After 3 long years, I’ve finally been fortunate enough to get back into the backpacking scene with a trip to Colombia. Colombia has been on my list since I started backpacking in some of the countries of Central and South America as it seems to be the favourite country of everyone who I have met who has visited. It was a bit of a process to get here, but I’m happy that it’s finally happening.
I left Canada from Ottawa since I was attending one of my best friend from university’s wedding. One of the blessings and curses of emerging from the pandemic in my late 20s is that my summer is peppered with wedding dates of some of my best friends. It’s a really special and wonderful time of my life, but also calls for some creativity with trip planning.

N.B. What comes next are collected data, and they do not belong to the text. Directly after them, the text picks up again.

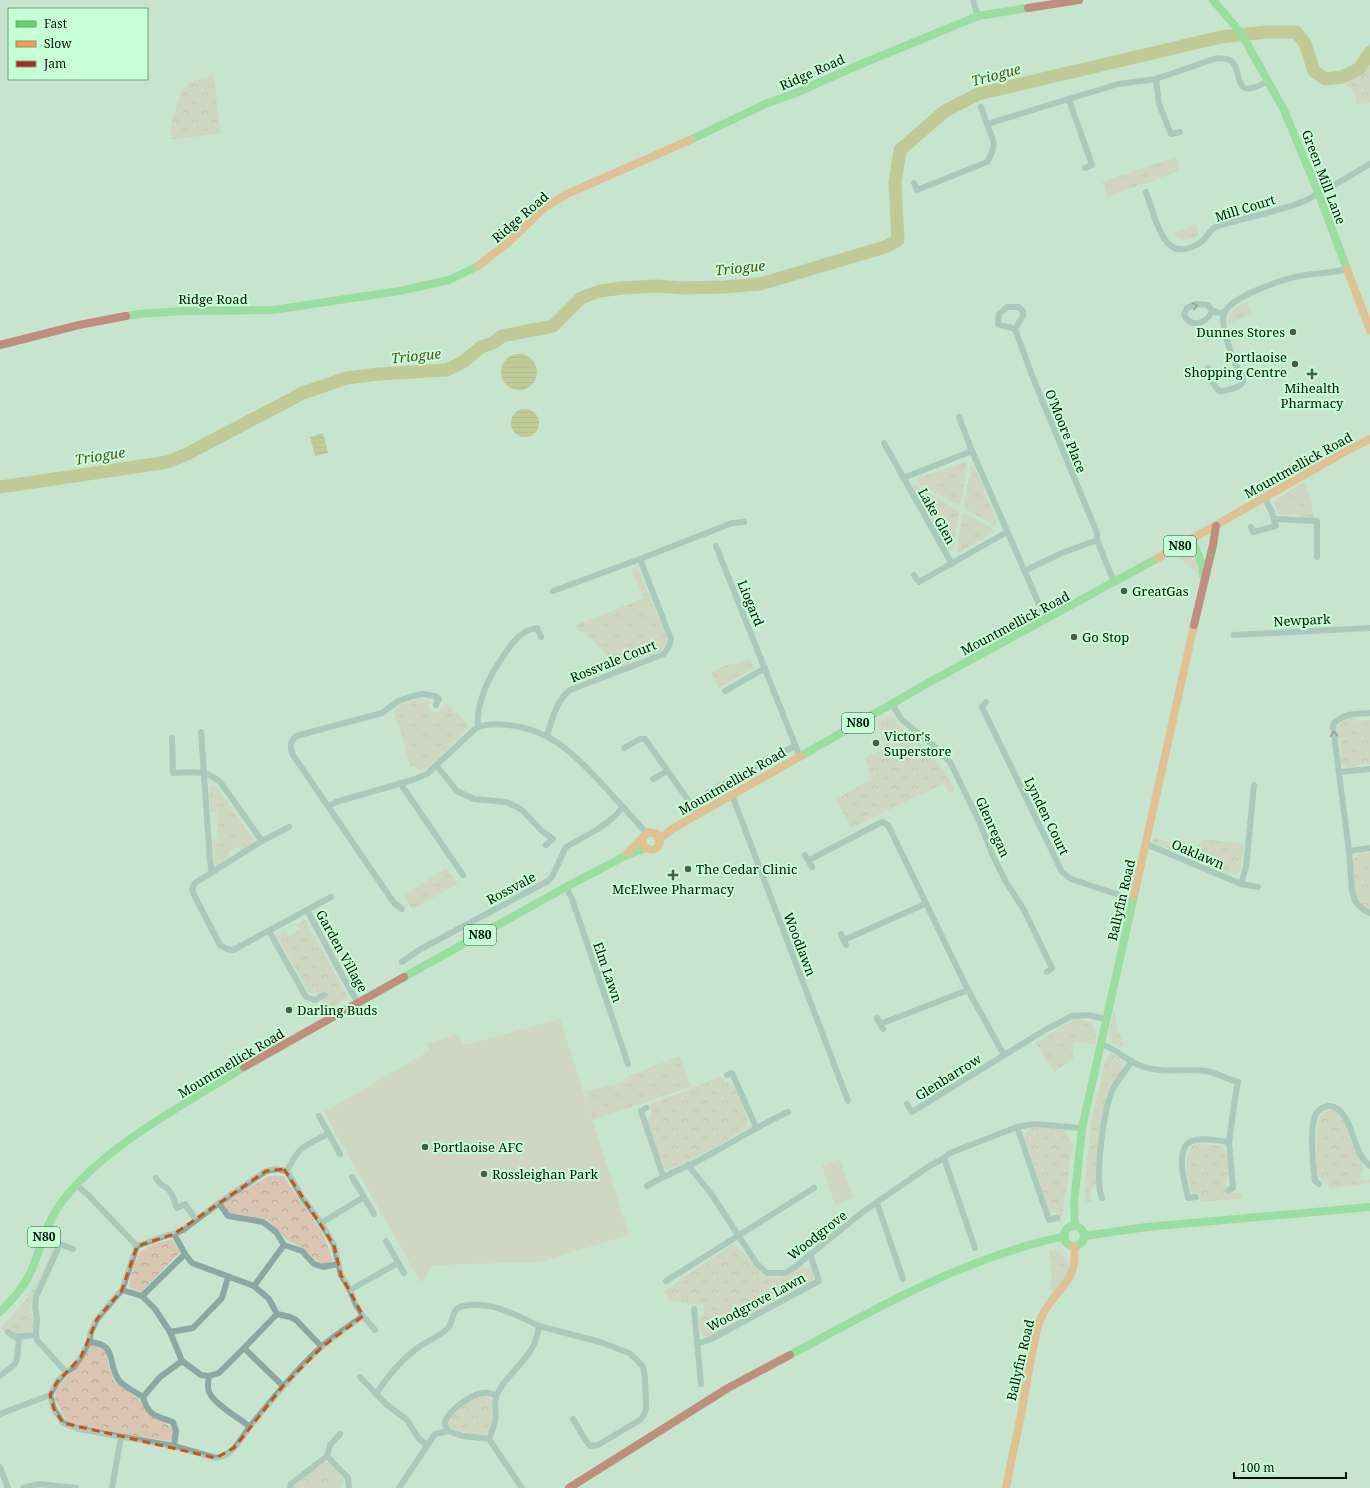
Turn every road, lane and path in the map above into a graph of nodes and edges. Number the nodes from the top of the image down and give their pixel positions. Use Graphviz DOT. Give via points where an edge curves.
graph roads {
  1 [pos="973,0"];
  2 [pos="1079,0"];
  3 [pos="1213,0"];
  4 [pos="978,16"];
  5 [pos="1156,79"];
  6 [pos="1268,81"];
  7 [pos="1069,100"];
  8 [pos="981,107"];
  9 [pos="987,124"];
  10 [pos="1180,132"];
  11 [pos="1370,164"];
  12 [pos="1085,168"];
  13 [pos="914,183"];
  14 [pos="1146,192"];
  15 [pos="1318,193"];
  16 [pos="1347,269"];
  17 [pos="1212,311"];
  18 [pos="1224,314"];
  19 [pos="1015,329"];
  20 [pos="1370,330"];
  21 [pos="0,345"];
  22 [pos="1208,368"];
  23 [pos="959,417"];
  24 [pos="1370,439"];
  25 [pos="884,444"];
  26 [pos="972,451"];
  27 [pos="903,478"];
  28 [pos="1264,498"];
  29 [pos="1274,519"];
  30 [pos="744,522"];
  31 [pos="1216,526"];
  32 [pos="1252,527"];
  33 [pos="1007,532"];
  34 [pos="1192,539"];
  35 [pos="1097,540"];
  36 [pos="716,546"];
  37 [pos="1317,557"];
  38 [pos="640,559"];
  39 [pos="952,564"];
  40 [pos="1024,571"];
  41 [pos="914,575"];
  42 [pos="1204,581"];
  43 [pos="1114,582"];
  44 [pos="553,591"];
  45 [pos="1046,620"];
  46 [pos="1370,628"];
  47 [pos="1234,635"];
  48 [pos="541,637"];
  49 [pos="765,668"];
  50 [pos="725,691"];
  51 [pos="986,702"];
  52 [pos="892,704"];
  53 [pos="436,706"];
  54 [pos="1370,713"];
  55 [pos="478,727"];
  56 [pos="201,732"];
  57 [pos="547,736"];
  58 [pos="172,738"];
  59 [pos="795,746"];
  60 [pos="624,748"];
  61 [pos="800,757"];
  62 [pos="437,766"];
  63 [pos="1370,769"];
  64 [pos="667,771"];
  65 [pos="204,772"];
  66 [pos="1339,772"];
  67 [pos="653,779"];
  68 [pos="400,783"];
  69 [pos="1254,785"];
  70 [pos="707,793"];
  71 [pos="732,795"];
  72 [pos="328,806"];
  73 [pos="623,807"];
  74 [pos="698,814"];
  75 [pos="289,827"];
  76 [pos="658,836"];
  77 [pos="643,837"];
  78 [pos="262,841"];
  79 [pos="1146,844"];
  80 [pos="546,845"];
  81 [pos="645,848"];
  82 [pos="1370,848"];
  83 [pos="1349,850"];
  84 [pos="623,857"];
  85 [pos="812,867"];
  86 [pos="212,872"];
  87 [pos="463,875"];
  88 [pos="1241,884"];
  89 [pos="566,887"];
  90 [pos="1258,887"];
  91 [pos="331,897"];
  92 [pos="1134,898"];
  93 [pos="925,904"];
  94 [pos="402,909"];
  95 [pos="307,910"];
  96 [pos="1370,913"];
  97 [pos="269,931"];
  98 [pos="841,934"];
  99 [pos="402,962"];
  100 [pos="1047,972"];
  101 [pos="968,990"];
  102 [pos="324,995"];
  103 [pos="358,1002"];
  104 [pos="1106,1018"];
  105 [pos="880,1023"];
  106 [pos="1101,1044"];
  107 [pos="1004,1055"];
  108 [pos="1132,1061"];
  109 [pos="628,1064"];
  110 [pos="727,1075"];
  111 [pos="848,1101"];
  112 [pos="907,1104"];
  113 [pos="646,1108"];
  114 [pos="788,1112"];
  115 [pos="319,1116"];
  116 [pos="756,1127"];
  117 [pos="1017,1127"];
  118 [pos="1082,1128"];
  119 [pos="328,1134"];
  120 [pos="1229,1142"];
  121 [pos="340,1154"];
  122 [pos="944,1158"];
  123 [pos="688,1166"];
  124 [pos="1370,1166"];
  125 [pos="287,1171"];
  126 [pos="663,1176"];
  127 [pos="352,1177"];
  128 [pos="156,1178"];
  129 [pos="1319,1184"];
  130 [pos="76,1185"];
  131 [pos="647,1186"];
  132 [pos="814,1188"];
  133 [pos="1229,1190"];
  134 [pos="364,1197"];
  135 [pos="1196,1197"];
  136 [pos="1102,1198"];
  137 [pos="877,1202"];
  138 [pos="219,1203"];
  139 [pos="1370,1207"];
  140 [pos="374,1214"];
  141 [pos="1057,1218"];
  142 [pos="196,1220"];
  143 [pos="321,1223"];
  144 [pos="1075,1226"];
  145 [pos="174,1234"];
  146 [pos="738,1236"];
  147 [pos="1084,1236"];
  148 [pos="1065,1237"];
  149 [pos="386,1241"];
  150 [pos="284,1245"];
  151 [pos="137,1246"];
  152 [pos="1074,1246"];
  153 [pos="975,1248"];
  154 [pos="73,1249"];
  155 [pos="185,1254"];
  156 [pos="810,1254"];
  157 [pos="398,1263"];
  158 [pos="338,1264"];
  159 [pos="404,1273"];
  160 [pos="228,1277"];
  161 [pos="903,1279"];
  162 [pos="666,1281"];
  163 [pos="254,1286"];
  164 [pos="122,1290"];
  165 [pos="350,1290"];
  166 [pos="142,1296"];
  167 [pos="694,1309"];
  168 [pos="0,1312"];
  169 [pos="277,1314"];
  170 [pos="363,1316"];
  171 [pos="539,1326"];
  172 [pos="375,1330"];
  173 [pos="8,1332"];
  174 [pos="170,1332"];
  175 [pos="36,1335"];
  176 [pos="19,1337"];
  177 [pos="89,1342"];
  178 [pos="698,1344"];
  179 [pos="322,1347"];
  180 [pos="244,1348"];
  181 [pos="182,1361"];
  182 [pos="66,1372"];
  183 [pos="1,1373"];
  184 [pos="208,1376"];
  185 [pos="360,1377"];
  186 [pos="701,1384"];
  187 [pos="283,1386"];
  188 [pos="376,1394"];
  189 [pos="50,1395"];
  190 [pos="496,1395"];
  191 [pos="143,1397"];
  192 [pos="0,1414"];
  193 [pos="573,1419"];
  194 [pos="250,1426"];
  195 [pos="448,1431"];
  196 [pos="340,1434"];
  197 [pos="121,1437"];
  198 [pos="489,1439"];
  199 [pos="427,1445"];
  200 [pos="174,1446"];
  201 [pos="327,1456"];
  202 [pos="0,1467"];
  203 [pos="8,1488"];
  204 [pos="23,1488"];
  205 [pos="76,1488"];
  206 [pos="112,1488"];
  207 [pos="290,1488"];
  208 [pos="349,1488"];
  209 [pos="399,1488"];
  210 [pos="522,1488"];
  211 [pos="569,1488"];
  212 [pos="1006,1488"];
  1 -- 4 [label="street"];
  2 -- 4 [label="street, Ridge Road"];
  3 -- 6 [label="street, Green Mill Lane" via="1236,27"];
  4 -- 21 [label="street, Ridge Road" via="765,104 567,194 545,207 510,242 480,265 449,280 399,291 273,310 139,314 79,325"];
  5 -- 6 [label="street" via="1217,58 1227,59 1233,63 1243,87 1248,90"];
  5 -- 7 [label="street" via="1118,84"];
  5 -- 10 [label="street" via="1159,104 1171,134"];
  6 -- 15 [label="street, Green Mill Lane" via="1290,122"];
  7 -- 9 [label="street"];
  7 -- 12 [label="street" via="1092,165"];
  8 -- 9 [label="street"];
  9 -- 13 [label="street" via="992,137 993,153 988,162 917,190"];
  11 -- 15 [label="street, Mill Court"];
  14 -- 15 [label="street, Mill Court" via="1164,237 1171,246 1182,249 1201,242 1210,231 1219,226 1286,207"];
  15 -- 16 [label="street, Green Mill Lane"];
  16 -- 18 [label="street" via="1304,275 1266,287 1235,301"];
  16 -- 20 [label="street, Green Mill Lane"];
  18 -- 17 [label="street, one-way"];
  18 -- 22 [label="street" via="1224,329 1243,381 1235,387 1219,391"];
  19 -- 19 [label="street" via="1023,316 1023,310 1019,307 1007,307 999,314 998,324"];
  19 -- 35 [label="street, O'Moore Place" via="1097,533"];
  23 -- 26 [label="street"];
  24 -- 28 [label="street, Mountmellick Road / N80"];
  25 -- 27 [label="street, Lake Glen"];
  26 -- 27 [label="street, Lake Glen"];
  26 -- 33 [label="street"];
  27 -- 39 [label="street, Lake Glen"];
  28 -- 29 [label="street"];
  28 -- 31 [label="street, Mountmellick Road / N80"];
  29 -- 32 [label="street" via="1276,526 1253,532"];
  29 -- 37 [label="street" via="1317,521"];
  30 -- 38 [label="street" via="732,523"];
  31 -- 34 [label="street, Mountmellick Road / N80"];
  31 -- 42 [label="street, Ballyfin Road, one-way"];
  33 -- 39 [label="street, Lake Glen"];
  33 -- 40 [label="street"];
  34 -- 42 [label="street, Ballyfin Road" via="1202,564"];
  34 -- 43 [label="street, Mountmellick Road / N80"];
  35 -- 40 [label="street"];
  35 -- 43 [label="street, O'Moore Place"];
  36 -- 49 [label="street, Liogard"];
  38 -- 44 [label="street"];
  38 -- 57 [label="street, Rossvale Court" via="671,639 669,646 664,654 563,695"];
  39 -- 41 [label="street, Lake Glen" via="919,582"];
  40 -- 45 [label="street"];
  42 -- 79 [label="street, Ballyfin Road"];
  43 -- 45 [label="street, Mountmellick Road / N80"];
  45 -- 52 [label="street, Mountmellick Road / N80"];
  46 -- 47 [label="street, Newpark"];
  48 -- 55 [label="street" via="537,628 525,632 513,642 485,688 478,712"];
  49 -- 50 [label="street"];
  49 -- 59 [label="street, Liogard"];
  51 -- 92 [label="street, Lynden Court" via="982,707 1062,872 1071,879"];
  52 -- 61 [label="street, Mountmellick Road / N80"];
  52 -- 100 [label="street, Glenregan" via="902,720 950,762 1006,882 1024,910 1052,968"];
  53 -- 72 [label="street" via="439,699 435,696 413,696 398,701 382,713 292,739 292,755"];
  66 -- 54 [label="street, one-way" via="1334,724 1349,714"];
  55 -- 57 [label="street" via="495,724 522,726"];
  55 -- 62 [label="street"];
  56 -- 65 [label="street"];
  57 -- 73 [label="street" via="569,750"];
  58 -- 65 [label="street" via="173,773"];
  59 -- 61 [label="street, Liogard"];
  59 -- 70 [label="street"];
  60 -- 64 [label="street" via="645,738"];
  61 -- 71 [label="street, Mountmellick Road / N80"];
  62 -- 68 [label="street" via="426,774"];
  62 -- 80 [label="street" via="457,791 474,799 506,802 523,811 553,839"];
  63 -- 66 [label="street"];
  64 -- 67 [label="street"];
  64 -- 74 [label="street"];
  65 -- 78 [label="street" via="221,782"];
  65 -- 86 [label="street"];
  66 -- 83 [label="street"];
  68 -- 72 [label="street"];
  68 -- 87 [label="street"];
  69 -- 88 [label="street" via="1246,866"];
  71 -- 74 [label="street, Mountmellick Road / N80"];
  71 -- 111 [label="street, Woodlawn"];
  72 -- 94 [label="street" via="394,903"];
  73 -- 77 [label="street" via="643,829"];
  73 -- 99 [label="street, Rossvale" via="598,829 566,847 548,881 419,950"];
  74 -- 76 [label="street, Mountmellick Road / N80"];
  75 -- 78 [label="street, Garden Village"];
  76 -- 77 [label="street" via="651,832"];
  76 -- 81 [label="street" via="659,846 654,850"];
  77 -- 81 [label="street" via="642,843"];
  77 -- 84 [label="street, Mountmellick Road / N80"];
  78 -- 86 [label="street, Garden Village"];
  79 -- 88 [label="street, Oaklawn"];
  79 -- 92 [label="street, Ballyfin Road"];
  81 -- 84 [label="street, Mountmellick Road / N80"];
  82 -- 83 [label="street"];
  83 -- 96 [label="street" via="1353,896 1359,906"];
  84 -- 89 [label="street, Mountmellick Road / N80"];
  85 -- 93 [label="street" via="807,858 882,822 888,825"];
  86 -- 97 [label="street, Garden Village" via="195,883 192,889 220,944 233,950"];
  88 -- 90 [label="street, Oaklawn"];
  89 -- 103 [label="street, Mountmellick Road / N80"];
  89 -- 109 [label="street, Elm Lawn"];
  91 -- 95 [label="street, Garden Village"];
  92 -- 104 [label="street, Ballyfin Road"];
  93 -- 98 [label="street" via="845,942"];
  93 -- 101 [label="street"];
  95 -- 97 [label="street, Garden Village"];
  95 -- 103 [label="street, Garden Village"];
  97 -- 102 [label="street" via="306,996 315,1000"];
  101 -- 105 [label="street"];
  101 -- 107 [label="street"];
  103 -- 130 [label="street, Mountmellick Road / N80" via="262,1056 162,1118 129,1140"];
  104 -- 106 [label="street, Ballyfin Road"];
  104 -- 107 [label="street, Glenbarrow" via="1072,1016"];
  106 -- 108 [label="street"];
  106 -- 118 [label="street, Ballyfin Road"];
  107 -- 112 [label="street, Glenbarrow" via="912,1112"];
  108 -- 120 [label="street" via="1154,1070 1206,1071 1238,1082"];
  108 -- 136 [label="street" via="1114,1087 1109,1104 1096,1193"];
  110 -- 116 [label="street" via="732,1073"];
  113 -- 126 [label="street" via="641,1110"];
  114 -- 116 [label="street"];
  115 -- 119 [label="street"];
  116 -- 123 [label="street"];
  117 -- 118 [label="street, Woodgrove" via="1034,1124"];
  117 -- 122 [label="street, Woodgrove" via="950,1153"];
  117 -- 141 [label="street" via="1049,1220"];
  118 -- 144 [label="street, Ballyfin Road" via="1074,1203"];
  119 -- 121 [label="street"];
  119 -- 125 [label="street" via="303,1147"];
  120 -- 133 [label="street" via="1233,1188"];
  120 -- 135 [label="street" via="1198,1140 1190,1142 1185,1147 1182,1164 1188,1198"];
  122 -- 137 [label="street, Woodgrove"];
  122 -- 153 [label="street"];
  123 -- 126 [label="street"];
  123 -- 146 [label="street, Woodgrove" via="712,1195"];
  124 -- 129 [label="street" via="1359,1152 1342,1114 1335,1107 1323,1107 1315,1116 1313,1134 1313,1165 1315,1181"];
  125 -- 138 [label="street" via="266,1171"];
  125 -- 143 [label="street"];
  126 -- 131 [label="street"];
  127 -- 134 [label="street"];
  128 -- 142 [label="street" via="159,1184 172,1194 177,1208 185,1204"];
  130 -- 151 [label="street"];
  130 -- 168 [label="street, Mountmellick Road / N80" via="47,1228 32,1270 24,1284"];
  132 -- 146 [label="street"];
  134 -- 140 [label="street"];
  134 -- 143 [label="street"];
  137 -- 156 [label="street, Woodgrove"];
  137 -- 161 [label="street"];
  138 -- 142 [label="street"];
  138 -- 150 [label="street" via="228,1216 263,1222 276,1232"];
  139 -- 147 [label="street" via="1147,1226"];
  142 -- 145 [label="street"];
  143 -- 158 [label="street" via="334,1245"];
  144 -- 147 [label="street" via="1080,1228"];
  144 -- 148 [label="street" via="1069,1228"];
  145 -- 151 [label="street"];
  145 -- 155 [label="street"];
  146 -- 156 [label="street, Woodgrove" via="757,1264 767,1273 785,1273"];
  146 -- 162 [label="street"];
  147 -- 152 [label="street" via="1081,1243"];
  148 -- 152 [label="street" via="1067,1242"];
  148 -- 211 [label="street" via="1048,1239 974,1263 903,1295 728,1388"];
  149 -- 157 [label="street"];
  150 -- 158 [label="street" via="302,1251 314,1264 323,1267"];
  150 -- 163 [label="street"];
  151 -- 164 [label="street"];
  152 -- 212 [label="street, Ballyfin Road" via="1076,1261 1072,1276 1046,1308 1036,1334"];
  154 -- 175 [label="street" via="60,1244 36,1297"];
  155 -- 160 [label="street" via="192,1263"];
  155 -- 166 [label="street"];
  156 -- 178 [label="street, Woodgrove Lawn" via="820,1281"];
  157 -- 159 [label="street"];
  157 -- 165 [label="street"];
  158 -- 165 [label="street" via="340,1274"];
  160 -- 163 [label="street"];
  160 -- 174 [label="street" via="222,1298 193,1328"];
  163 -- 169 [label="street" via="269,1299"];
  164 -- 166 [label="street"];
  164 -- 177 [label="street" via="97,1319 90,1332"];
  165 -- 170 [label="street"];
  166 -- 174 [label="street" via="155,1309"];
  167 -- 178 [label="street, Woodgrove Lawn"];
  169 -- 179 [label="street" via="296,1320"];
  169 -- 180 [label="street"];
  170 -- 172 [label="street"];
  170 -- 179 [label="street"];
  171 -- 188 [label="street" via="497,1308 474,1305 458,1307 447,1329 402,1361"];
  171 -- 190 [label="street" via="531,1351"];
  171 -- 193 [label="street" via="600,1342 629,1353 643,1367 646,1408 640,1420 598,1445 590,1446"];
  173 -- 176 [label="street"];
  174 -- 181 [label="street"];
  175 -- 176 [label="street"];
  175 -- 182 [label="street" via="37,1340"];
  176 -- 183 [label="street" via="17,1360"];
  177 -- 182 [label="street" via="74,1367"];
  177 -- 191 [label="street" via="104,1345 109,1351 118,1381"];
  178 -- 186 [label="street, Woodgrove Lawn"];
  179 -- 187 [label="street"];
  180 -- 184 [label="street" via="219,1373"];
  180 -- 187 [label="street"];
  181 -- 184 [label="street" via="201,1375"];
  181 -- 191 [label="street" via="160,1377"];
  182 -- 189 [label="street"];
  184 -- 194 [label="street" via="207,1384 215,1400"];
  185 -- 188 [label="street"];
  187 -- 194 [label="street"];
  188 -- 199 [label="street" via="407,1420 419,1439"];
  189 -- 192 [label="street"];
  189 -- 197 [label="street" via="54,1409 63,1423 79,1429"];
  190 -- 195 [label="street" via="482,1393 466,1400 445,1421"];
  190 -- 198 [label="street" via="495,1421"];
  191 -- 200 [label="street" via="146,1407 154,1415 173,1422 176,1431"];
  194 -- 200 [label="street" via="234,1448 222,1457 216,1458"];
  195 -- 198 [label="street" via="463,1436"];
  195 -- 199 [label="street" via="435,1434"];
  196 -- 201 [label="street" via="330,1445"];
  197 -- 200 [label="street"];
  197 -- 206 [label="street"];
  198 -- 210 [label="street"];
  199 -- 209 [label="street"];
  201 -- 207 [label="street" via="291,1484"];
  201 -- 208 [label="street" via="348,1478"];
  202 -- 203 [label="street"];
  204 -- 205 [label="street" via="40,1484"];
}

My flight to Bogota connected in Toronto, which was an absolute nightmare. There were so many stressed people on my plane from Ottawa trying to make international connections, and when I got to the international terminal it was the worst I’ve ever seen it. Thousands of people, not enough places to sit, and 99% of the flights delayed by at least an hour. I was in it for the long haul because my already 6 hour layover and 11pm flight extended to 9.5 hours and a 2:30am departure. Everyone was so tired when we finally landed in Bogota that my section of the plane didn’t realize it was time to get off. The flight attendant had to remind everyone to wake up and get off the plane.
The delays didn’t really bother me, but I was worried about my checked bag making it to my destination. Thankfully, my bag made it and my airport pickup from my hostel received my frantic flight update Whatsapp messages from Toronto. I arrived at the hostel, napped for several hours, and then started exploring the city.
Bogota is a beautiful city in the mountains and most closely reminds me of Cusco from the places I have visited in this part of the world. The high altitude, graffiti, and cobbled streets make for some very nice walks. Everything is also very inexpensive, which is great news for my cost of travel. I think I will spend less in my three weeks here than I normally would at home in Vancouver.
After breakfast I decided to join the walking tour. This turned into a food tour because the company wasn’t running and English walking tour that day because I didn’t sign up in advance. It was awesome! Our guide took us to a variety of restaurants and street food stands, and we tried various local snacks and meals throughout the tour.
An interesting highlight of the tour was trying hot chocolate with cheese in it, which apparently is a Colombian comfort drink. It was a soft and mild cheese that reminded me of cheese curds (minus the texture). I was happy to try it but I don’t think I’ll be ordering it again.
Overall, I thought the food tour was excellent. It ended at this barista school where we were shown some of the many ways that coffee is brewed, and some people ordered cappuccinos with latte art. I stuck with black coffee and it was delicious, as expected. I was so full after the food tour was over!
After the food tour, I spent the evening making friends in my hostel. So far everyone I’ve met has been lovely, and there has been a ton of solo travellers. It’s been fun to share stories from my other travels and I generally feel that the travelling energy is even more positive and friendly compared to before the pandemic.
The next day, I set out to hike up the mountain at the border of Bogota – called Monserrate. My plan with friends was to hike up the mountain and then take the funicular down, but the trail is apparently closed on Tuesdays for maintenance so we decided to take the funicular both ways instead. The top of the mountain had a beautiful viewing area, a gigantic church, and stations of the cross statues scattered around the garden area.
After coming down from the mountain, I signed up for an afternoon bike tour through my hostel with Bogota Bike Tours. It was an interesting experience to show up at the office and determine that I was the only person signed up for the afternoon tour! My guide, Maria, was a lovely local around my age and also a teacher, so of course we connected immediately. It was so special to be able to be privately led through the bike lanes and streets of Bogota.
We biked all around the city, first through the main touristy area and then to some other neighbourhoods. Our first stop out of the centre was a market where we sampled about 15 different kinds of tropical fruit, many of which belonging to the passionfruit family. We also tried a local variety of avocado, which was giant and green but tasted really nice with salt. Apparently we don’t see this variety in Canada because it doesn’t travel very well.
After the market, Maria took me to a coffee roastery where I was able to drink some really good coffee and check out the roasting process behind the scenes. We then biked to a neighbourhood with gorgeous houses that looked like they belonged in England, and Maria showed me this interesting brewery/book store cafe that I’m super excited to check out when I am back in Bogota at the end of my trip.
In the evening, I spent time with my friends from the hostel and we went out together. Since it was led by our hostel we felt super safe and had a great time!
I had such a great experience in Bogota, and I feel that I still have so much to do and see there when I am back in a couple of weeks. It’s been awesome to be back in the backpacking and travel scene again after such a long break due to the pandemic. I met tons of other travellers and we had a lot of fun together – I’m not sure if it’s the post pandemic energy, Colombia traveller energy, or that I’m just better at backpacking and meeting people now, but the vibe has been super positive so far.